Please return every line in the following data that includes the string "Paruta".

**Stored data**.
###
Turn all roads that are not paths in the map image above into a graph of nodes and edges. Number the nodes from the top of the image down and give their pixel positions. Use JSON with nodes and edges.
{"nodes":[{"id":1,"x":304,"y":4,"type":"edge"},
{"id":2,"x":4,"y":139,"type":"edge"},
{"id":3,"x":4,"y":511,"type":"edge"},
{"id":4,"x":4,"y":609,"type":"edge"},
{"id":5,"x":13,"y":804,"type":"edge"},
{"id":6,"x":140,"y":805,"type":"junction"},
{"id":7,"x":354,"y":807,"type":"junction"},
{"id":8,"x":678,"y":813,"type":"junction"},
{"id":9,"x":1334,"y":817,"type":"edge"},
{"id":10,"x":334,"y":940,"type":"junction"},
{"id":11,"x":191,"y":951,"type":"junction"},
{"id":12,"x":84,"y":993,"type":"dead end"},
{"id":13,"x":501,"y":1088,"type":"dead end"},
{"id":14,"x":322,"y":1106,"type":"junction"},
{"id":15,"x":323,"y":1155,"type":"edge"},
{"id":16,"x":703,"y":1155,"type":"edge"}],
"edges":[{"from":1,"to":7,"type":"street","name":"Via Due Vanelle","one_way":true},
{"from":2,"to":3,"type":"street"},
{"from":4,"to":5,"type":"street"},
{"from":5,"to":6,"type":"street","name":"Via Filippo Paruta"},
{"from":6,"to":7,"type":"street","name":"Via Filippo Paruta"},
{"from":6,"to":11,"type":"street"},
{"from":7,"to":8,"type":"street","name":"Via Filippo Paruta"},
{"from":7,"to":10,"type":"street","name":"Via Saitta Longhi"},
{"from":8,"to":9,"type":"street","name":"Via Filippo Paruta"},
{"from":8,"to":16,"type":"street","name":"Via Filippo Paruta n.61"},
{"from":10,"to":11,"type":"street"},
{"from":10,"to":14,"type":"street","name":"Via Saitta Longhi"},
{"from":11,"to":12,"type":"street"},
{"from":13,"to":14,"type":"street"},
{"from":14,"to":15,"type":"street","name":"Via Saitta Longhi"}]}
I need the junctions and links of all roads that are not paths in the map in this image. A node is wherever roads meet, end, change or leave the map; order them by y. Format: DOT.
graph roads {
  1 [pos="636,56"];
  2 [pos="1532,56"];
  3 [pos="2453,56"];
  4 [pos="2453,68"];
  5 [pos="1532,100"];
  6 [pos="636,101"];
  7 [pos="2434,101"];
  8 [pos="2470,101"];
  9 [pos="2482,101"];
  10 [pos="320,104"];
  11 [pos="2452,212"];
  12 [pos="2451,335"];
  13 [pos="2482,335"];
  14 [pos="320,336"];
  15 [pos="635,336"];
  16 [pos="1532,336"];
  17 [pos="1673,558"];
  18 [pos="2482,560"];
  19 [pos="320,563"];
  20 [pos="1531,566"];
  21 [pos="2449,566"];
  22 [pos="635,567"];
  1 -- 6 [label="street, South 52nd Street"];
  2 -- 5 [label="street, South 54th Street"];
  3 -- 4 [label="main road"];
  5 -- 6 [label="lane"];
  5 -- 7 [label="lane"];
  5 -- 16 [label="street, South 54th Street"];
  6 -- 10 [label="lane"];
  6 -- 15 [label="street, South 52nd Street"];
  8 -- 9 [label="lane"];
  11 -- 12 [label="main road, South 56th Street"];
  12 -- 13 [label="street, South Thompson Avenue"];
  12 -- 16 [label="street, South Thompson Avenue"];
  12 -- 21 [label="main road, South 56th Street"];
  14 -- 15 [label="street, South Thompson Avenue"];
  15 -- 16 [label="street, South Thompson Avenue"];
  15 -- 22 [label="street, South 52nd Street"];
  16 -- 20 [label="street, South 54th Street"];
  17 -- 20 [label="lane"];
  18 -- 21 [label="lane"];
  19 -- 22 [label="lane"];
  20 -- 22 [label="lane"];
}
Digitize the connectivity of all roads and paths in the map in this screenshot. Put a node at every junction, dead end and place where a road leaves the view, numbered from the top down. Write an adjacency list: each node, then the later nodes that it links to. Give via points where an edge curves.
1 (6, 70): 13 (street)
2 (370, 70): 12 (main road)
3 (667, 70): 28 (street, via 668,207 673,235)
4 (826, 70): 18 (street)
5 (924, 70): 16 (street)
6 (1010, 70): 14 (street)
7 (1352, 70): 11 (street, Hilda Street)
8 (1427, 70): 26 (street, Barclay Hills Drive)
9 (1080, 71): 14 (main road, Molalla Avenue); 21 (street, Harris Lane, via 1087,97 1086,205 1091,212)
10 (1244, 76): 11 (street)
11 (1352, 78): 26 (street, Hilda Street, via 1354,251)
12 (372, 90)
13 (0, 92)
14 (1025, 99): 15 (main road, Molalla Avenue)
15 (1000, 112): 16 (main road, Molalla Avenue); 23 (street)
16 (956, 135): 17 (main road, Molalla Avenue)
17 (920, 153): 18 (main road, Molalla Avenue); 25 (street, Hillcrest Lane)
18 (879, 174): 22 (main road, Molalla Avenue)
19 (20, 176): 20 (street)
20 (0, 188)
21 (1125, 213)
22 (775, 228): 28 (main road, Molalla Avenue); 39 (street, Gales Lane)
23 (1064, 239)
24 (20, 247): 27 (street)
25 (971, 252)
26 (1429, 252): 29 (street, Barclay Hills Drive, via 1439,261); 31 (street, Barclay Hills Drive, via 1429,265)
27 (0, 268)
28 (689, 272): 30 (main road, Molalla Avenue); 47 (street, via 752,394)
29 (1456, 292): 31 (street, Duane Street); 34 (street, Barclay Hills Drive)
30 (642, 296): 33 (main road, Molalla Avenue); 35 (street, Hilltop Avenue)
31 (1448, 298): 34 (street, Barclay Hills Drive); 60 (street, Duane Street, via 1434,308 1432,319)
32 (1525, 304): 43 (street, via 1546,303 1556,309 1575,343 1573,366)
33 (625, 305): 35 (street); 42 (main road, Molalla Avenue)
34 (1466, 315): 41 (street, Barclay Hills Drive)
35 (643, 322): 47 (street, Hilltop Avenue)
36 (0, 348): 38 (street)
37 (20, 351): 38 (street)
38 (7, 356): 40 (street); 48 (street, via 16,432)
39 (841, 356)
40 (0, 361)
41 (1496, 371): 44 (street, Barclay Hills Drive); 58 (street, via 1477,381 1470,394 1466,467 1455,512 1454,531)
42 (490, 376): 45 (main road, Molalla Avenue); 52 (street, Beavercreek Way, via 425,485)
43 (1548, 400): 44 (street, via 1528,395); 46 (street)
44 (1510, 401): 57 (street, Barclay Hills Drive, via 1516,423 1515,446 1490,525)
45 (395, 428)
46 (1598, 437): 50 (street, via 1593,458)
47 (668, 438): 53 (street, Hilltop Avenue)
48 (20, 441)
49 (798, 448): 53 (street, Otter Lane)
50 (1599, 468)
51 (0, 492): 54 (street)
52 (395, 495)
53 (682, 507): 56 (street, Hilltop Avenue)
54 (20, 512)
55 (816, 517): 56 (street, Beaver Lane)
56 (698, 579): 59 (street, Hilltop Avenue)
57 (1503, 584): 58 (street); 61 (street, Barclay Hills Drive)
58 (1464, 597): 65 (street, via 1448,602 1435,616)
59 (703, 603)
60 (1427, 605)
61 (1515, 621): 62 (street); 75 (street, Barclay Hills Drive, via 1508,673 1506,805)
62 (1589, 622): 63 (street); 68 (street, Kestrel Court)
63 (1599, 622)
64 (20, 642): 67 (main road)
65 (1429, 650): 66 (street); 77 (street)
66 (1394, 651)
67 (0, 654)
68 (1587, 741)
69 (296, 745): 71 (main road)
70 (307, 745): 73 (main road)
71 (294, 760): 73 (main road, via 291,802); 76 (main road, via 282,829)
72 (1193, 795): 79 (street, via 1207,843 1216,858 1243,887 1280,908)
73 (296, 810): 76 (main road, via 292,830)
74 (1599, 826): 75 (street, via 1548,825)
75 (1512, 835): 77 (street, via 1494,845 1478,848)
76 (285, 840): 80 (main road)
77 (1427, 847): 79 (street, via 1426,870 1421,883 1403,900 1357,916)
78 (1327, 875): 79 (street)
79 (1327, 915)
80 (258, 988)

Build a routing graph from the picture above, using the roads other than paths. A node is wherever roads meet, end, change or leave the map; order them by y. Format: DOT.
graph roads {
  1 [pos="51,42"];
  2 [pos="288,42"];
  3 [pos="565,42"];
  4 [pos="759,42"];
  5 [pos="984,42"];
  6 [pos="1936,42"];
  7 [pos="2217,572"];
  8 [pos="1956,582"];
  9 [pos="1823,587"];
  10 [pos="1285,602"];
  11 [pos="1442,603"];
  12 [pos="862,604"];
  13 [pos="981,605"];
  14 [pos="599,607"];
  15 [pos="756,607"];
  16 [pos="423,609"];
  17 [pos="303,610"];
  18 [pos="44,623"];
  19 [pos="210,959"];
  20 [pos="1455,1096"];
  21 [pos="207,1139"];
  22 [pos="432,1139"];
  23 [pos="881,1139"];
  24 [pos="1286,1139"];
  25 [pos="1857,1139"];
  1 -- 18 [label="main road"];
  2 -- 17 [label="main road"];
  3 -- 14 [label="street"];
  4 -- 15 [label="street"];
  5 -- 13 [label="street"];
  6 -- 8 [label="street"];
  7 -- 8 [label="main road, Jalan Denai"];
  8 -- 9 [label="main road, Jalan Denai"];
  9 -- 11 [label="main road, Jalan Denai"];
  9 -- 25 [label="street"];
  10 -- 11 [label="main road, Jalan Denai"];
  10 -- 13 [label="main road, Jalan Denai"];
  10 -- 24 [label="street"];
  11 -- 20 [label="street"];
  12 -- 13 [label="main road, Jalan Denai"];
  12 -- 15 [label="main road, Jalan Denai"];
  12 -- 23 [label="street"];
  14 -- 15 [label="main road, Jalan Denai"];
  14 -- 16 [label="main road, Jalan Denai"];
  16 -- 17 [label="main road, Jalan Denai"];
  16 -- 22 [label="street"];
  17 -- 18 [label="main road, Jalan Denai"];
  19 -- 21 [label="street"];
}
###
**Response area**.
{"from":5,"to":6,"type":"street","name":"Via Filippo Paruta"},
{"from":6,"to":7,"type":"street","name":"Via Filippo Paruta"},
{"from":7,"to":8,"type":"street","name":"Via Filippo Paruta"},
{"from":8,"to":9,"type":"street","name":"Via Filippo Paruta"},
{"from":8,"to":16,"type":"street","name":"Via Filippo Paruta n.61"},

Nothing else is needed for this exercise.